TASK REQUIREMENTS: The answer must be every line of the records below that contains the word "Посадская", copied out.

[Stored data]
━━━

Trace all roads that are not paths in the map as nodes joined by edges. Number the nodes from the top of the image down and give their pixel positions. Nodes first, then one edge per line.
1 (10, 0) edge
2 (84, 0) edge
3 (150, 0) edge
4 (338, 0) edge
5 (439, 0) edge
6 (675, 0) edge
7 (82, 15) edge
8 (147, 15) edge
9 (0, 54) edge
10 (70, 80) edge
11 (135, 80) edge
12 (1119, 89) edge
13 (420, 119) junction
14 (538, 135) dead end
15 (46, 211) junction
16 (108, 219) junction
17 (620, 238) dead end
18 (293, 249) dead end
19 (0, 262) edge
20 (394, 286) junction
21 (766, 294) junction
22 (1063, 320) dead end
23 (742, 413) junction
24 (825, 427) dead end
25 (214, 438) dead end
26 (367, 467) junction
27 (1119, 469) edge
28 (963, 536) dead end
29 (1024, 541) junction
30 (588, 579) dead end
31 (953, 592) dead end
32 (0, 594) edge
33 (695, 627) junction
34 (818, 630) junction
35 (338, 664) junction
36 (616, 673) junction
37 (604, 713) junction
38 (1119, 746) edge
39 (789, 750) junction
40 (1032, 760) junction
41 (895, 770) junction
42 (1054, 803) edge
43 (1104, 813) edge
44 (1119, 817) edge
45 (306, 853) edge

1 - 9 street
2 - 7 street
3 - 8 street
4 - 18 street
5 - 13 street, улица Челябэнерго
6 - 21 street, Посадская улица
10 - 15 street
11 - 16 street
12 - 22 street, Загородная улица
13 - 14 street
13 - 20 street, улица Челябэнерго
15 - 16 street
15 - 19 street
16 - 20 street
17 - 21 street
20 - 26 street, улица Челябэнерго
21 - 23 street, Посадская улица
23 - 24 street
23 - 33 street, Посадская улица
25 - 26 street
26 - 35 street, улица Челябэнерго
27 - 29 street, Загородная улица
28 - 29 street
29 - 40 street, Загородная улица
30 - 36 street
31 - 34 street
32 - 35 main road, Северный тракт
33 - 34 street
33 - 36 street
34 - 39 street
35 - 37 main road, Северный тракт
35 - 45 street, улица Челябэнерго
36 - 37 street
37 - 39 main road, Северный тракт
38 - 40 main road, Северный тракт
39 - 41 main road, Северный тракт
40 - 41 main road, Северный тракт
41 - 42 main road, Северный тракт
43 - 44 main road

━━━

WRITTEN RESPONSE:
6 - 21 street, Посадская улица
21 - 23 street, Посадская улица
23 - 33 street, Посадская улица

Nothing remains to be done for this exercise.